Abdul Khalik, The Jakarta Post, Jakarta

Driving outside the Taman Rasuna Apartment South Jakarta, Susan, 25, an employee of a foreign company on Jl. Sudirman in Central Jakarta, nods her head to the beat of a hip-hop song playing on her car's stereo.

"I just want to stop by to get some clothes for some clubbing tonight," she told The Jakarta Post before driving to a restaurant near her office, 15 minutes from her apartment.

After graduating from an overseas management school two years ago, Susan moved out of parents' place in a housing complex in Cibubur, East Jakarta, preferring to live nearer to her office.

She said her parents gave her the down-payment to buy her apartment while she pays the monthly installments.

"I have tried several times to drive from my parents' house, and I have to spend over two hours in traffic just to get to my office. They were very stressful journeys and I was already exhausted when I got to work," she said.

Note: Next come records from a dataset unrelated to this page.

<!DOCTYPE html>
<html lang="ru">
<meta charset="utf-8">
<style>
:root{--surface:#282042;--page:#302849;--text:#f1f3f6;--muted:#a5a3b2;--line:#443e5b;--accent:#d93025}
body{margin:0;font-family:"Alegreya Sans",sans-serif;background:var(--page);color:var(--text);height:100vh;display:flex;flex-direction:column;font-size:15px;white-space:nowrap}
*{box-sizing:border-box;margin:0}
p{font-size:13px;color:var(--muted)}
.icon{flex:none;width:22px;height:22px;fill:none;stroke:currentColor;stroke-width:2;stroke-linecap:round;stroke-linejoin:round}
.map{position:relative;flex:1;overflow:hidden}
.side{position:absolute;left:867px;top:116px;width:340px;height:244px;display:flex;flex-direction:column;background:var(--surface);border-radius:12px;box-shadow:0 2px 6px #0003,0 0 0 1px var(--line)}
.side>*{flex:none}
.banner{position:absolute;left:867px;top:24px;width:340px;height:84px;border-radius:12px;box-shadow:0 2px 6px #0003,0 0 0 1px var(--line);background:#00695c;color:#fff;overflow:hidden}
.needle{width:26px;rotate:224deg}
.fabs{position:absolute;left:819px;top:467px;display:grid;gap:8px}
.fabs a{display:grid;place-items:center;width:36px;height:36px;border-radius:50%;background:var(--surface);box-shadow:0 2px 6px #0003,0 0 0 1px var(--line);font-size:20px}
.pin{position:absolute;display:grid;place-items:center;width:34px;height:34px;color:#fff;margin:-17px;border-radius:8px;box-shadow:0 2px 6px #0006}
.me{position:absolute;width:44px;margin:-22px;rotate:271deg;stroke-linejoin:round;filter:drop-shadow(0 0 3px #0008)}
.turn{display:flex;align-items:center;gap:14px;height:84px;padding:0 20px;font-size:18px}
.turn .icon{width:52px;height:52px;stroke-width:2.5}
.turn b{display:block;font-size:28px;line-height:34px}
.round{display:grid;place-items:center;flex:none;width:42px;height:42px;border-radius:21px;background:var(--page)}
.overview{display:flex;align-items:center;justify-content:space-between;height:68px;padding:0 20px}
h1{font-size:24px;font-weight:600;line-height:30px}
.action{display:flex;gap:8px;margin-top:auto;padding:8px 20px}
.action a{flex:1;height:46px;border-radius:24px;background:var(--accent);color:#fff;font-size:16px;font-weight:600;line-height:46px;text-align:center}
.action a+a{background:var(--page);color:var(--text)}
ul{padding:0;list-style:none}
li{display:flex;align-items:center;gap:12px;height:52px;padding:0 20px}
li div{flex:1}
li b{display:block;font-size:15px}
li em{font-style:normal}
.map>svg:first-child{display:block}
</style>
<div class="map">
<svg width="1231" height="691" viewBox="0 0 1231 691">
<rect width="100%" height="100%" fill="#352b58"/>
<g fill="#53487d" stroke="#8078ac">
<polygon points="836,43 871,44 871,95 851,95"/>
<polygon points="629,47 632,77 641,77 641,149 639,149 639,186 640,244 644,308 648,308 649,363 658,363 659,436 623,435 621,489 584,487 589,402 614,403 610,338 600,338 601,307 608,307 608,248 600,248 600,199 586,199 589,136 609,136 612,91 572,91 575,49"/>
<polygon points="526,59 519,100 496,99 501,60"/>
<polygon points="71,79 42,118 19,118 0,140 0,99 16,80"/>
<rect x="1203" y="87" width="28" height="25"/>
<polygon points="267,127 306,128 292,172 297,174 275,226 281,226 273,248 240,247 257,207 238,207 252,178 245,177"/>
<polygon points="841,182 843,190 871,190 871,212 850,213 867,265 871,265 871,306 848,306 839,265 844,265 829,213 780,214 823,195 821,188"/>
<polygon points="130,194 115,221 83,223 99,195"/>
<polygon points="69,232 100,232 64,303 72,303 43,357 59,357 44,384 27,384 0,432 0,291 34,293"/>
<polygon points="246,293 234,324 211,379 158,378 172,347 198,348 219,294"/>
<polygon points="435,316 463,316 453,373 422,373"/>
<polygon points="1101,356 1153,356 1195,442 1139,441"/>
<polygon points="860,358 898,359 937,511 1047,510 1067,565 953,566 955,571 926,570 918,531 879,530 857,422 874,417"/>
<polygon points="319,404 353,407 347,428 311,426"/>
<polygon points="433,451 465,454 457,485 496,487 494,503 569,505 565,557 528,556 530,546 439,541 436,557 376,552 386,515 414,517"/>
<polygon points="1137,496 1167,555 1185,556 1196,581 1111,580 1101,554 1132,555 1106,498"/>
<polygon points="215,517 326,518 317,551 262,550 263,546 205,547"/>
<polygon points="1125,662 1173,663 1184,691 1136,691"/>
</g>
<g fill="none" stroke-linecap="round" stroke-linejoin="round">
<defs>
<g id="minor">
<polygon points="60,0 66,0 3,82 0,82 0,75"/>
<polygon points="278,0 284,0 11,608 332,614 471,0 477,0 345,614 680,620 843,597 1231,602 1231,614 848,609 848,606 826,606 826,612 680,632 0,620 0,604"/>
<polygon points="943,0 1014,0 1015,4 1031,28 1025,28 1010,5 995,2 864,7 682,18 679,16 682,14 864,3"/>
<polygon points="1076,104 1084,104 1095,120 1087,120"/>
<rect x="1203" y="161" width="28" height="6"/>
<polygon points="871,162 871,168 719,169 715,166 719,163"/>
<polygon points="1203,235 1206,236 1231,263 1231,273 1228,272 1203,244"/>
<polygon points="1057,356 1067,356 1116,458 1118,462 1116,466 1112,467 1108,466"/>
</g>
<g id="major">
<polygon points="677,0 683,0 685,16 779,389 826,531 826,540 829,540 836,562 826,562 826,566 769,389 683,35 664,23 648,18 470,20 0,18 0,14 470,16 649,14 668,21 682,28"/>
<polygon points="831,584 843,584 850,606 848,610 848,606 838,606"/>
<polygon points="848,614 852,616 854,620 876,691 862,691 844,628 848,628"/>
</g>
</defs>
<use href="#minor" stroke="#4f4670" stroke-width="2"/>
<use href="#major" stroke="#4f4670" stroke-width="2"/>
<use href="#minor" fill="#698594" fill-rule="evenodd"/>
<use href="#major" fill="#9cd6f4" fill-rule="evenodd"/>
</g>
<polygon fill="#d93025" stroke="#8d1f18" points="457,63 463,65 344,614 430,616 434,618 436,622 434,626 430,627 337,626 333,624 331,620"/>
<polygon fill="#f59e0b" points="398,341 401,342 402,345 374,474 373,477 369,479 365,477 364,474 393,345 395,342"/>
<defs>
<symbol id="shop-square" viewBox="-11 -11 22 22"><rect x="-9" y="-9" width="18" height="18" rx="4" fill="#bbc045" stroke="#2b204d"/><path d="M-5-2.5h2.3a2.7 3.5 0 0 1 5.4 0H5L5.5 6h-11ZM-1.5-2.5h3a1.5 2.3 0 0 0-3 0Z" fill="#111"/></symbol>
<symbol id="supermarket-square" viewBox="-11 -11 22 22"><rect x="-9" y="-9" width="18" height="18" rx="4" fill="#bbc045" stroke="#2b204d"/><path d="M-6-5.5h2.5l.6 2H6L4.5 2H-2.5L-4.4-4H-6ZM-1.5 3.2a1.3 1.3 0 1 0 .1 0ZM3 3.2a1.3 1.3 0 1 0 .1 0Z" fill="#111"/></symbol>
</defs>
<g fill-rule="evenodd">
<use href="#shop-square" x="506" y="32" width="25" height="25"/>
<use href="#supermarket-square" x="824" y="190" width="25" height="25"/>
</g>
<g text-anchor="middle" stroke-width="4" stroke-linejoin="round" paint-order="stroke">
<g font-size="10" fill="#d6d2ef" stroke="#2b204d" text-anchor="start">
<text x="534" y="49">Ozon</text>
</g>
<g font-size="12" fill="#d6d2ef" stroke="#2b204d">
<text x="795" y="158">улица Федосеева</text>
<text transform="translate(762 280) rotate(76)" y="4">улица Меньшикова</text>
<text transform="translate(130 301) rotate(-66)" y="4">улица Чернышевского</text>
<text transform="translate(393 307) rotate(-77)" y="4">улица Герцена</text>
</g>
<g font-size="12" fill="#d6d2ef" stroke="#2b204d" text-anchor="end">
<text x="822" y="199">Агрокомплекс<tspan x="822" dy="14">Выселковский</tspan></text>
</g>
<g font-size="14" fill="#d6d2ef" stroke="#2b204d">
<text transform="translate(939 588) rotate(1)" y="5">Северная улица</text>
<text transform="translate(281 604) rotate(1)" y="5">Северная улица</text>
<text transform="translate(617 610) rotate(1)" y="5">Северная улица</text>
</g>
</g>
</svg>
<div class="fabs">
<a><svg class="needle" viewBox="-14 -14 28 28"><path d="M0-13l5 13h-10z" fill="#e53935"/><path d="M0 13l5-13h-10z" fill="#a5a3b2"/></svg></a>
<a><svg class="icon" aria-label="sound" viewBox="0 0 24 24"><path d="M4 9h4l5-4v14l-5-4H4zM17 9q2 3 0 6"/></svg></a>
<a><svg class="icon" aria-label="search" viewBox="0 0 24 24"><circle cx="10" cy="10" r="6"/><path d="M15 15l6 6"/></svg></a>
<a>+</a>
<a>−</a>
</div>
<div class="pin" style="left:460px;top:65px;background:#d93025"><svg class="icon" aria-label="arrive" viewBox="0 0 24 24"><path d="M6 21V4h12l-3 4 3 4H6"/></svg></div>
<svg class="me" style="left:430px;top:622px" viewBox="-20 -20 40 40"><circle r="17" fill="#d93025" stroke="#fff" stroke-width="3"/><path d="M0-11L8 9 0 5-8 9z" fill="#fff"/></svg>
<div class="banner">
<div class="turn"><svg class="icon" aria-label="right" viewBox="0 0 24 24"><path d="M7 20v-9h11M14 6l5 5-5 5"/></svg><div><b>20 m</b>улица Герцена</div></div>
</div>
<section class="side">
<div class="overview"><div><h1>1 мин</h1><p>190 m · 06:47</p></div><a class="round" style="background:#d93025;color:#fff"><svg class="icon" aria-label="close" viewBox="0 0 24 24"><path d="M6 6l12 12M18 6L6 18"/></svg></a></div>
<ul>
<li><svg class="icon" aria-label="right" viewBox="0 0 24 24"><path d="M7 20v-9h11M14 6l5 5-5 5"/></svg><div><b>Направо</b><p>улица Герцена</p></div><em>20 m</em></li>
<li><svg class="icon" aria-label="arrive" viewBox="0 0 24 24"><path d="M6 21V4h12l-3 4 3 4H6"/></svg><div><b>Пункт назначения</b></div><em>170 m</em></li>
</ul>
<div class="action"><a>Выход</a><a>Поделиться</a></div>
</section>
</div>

Living in an apartment, Susan, single and independent, can exercise each morning before going to work or swim in the apartment pool every evening, if she's not meeting her workmates or friends in a nearby cafe.

Susan is one of a growing number of well-paid young professionals who are choosing to live in apartments rather than at home with their parents.

There are estimated to be about 45,000 units of apartments and condominiums in the capital, with more expected in the next few years as property developers, such as Agung Podomoro, Artha Graha and Gapura Prima, continue to build across the city.

Most apartment developers are targeting young executives, couples and established families, some who may also own houses in the suburbs but who choose to stay in the city due to the nature of their work.

Ferry S. Supandji, vice president of PT Bakrie Swasakti Utama, the developer of Taman Rasuna Apartments, said many people now preferred to live in apartments over houses because they were closer to work, had more facilities and were cheaper to buy.

"With Rp 500 million, you can live in a prestigious neighborhood in the center of the city, while the same amount of money will only buy you a house in a suburban area or even one out of town," he told the Post.

Ferry said many families stayed in apartments during the week, and spent their weekends at houses in Cibubur, Bekasi, Bintaro, or Tangerang.

Apartments like Taman Rasuna, Ferry said, provided complete sports facilities, including swimming pools, tennis and basketball courts, gymnasiums, jogging tracks as well as playgrounds for children, mini markets and drugstores.

The 15-tower Taman Rasuna complex also prioritized the security and privacy of its tenants, he said.

"Each tenant has an access card. You can't just get inside a room as you have to face the security guards first. Unless the tenants give visitors their permission to come in, they can't enter the apartments," he said.

Not all of the people who bought apartments lived in them, however, he said.

"Many owners rent their apartment for between Rp 2.5 million and Rp 6 million a month. It is a good investment as they get around a 10 percent return," he said.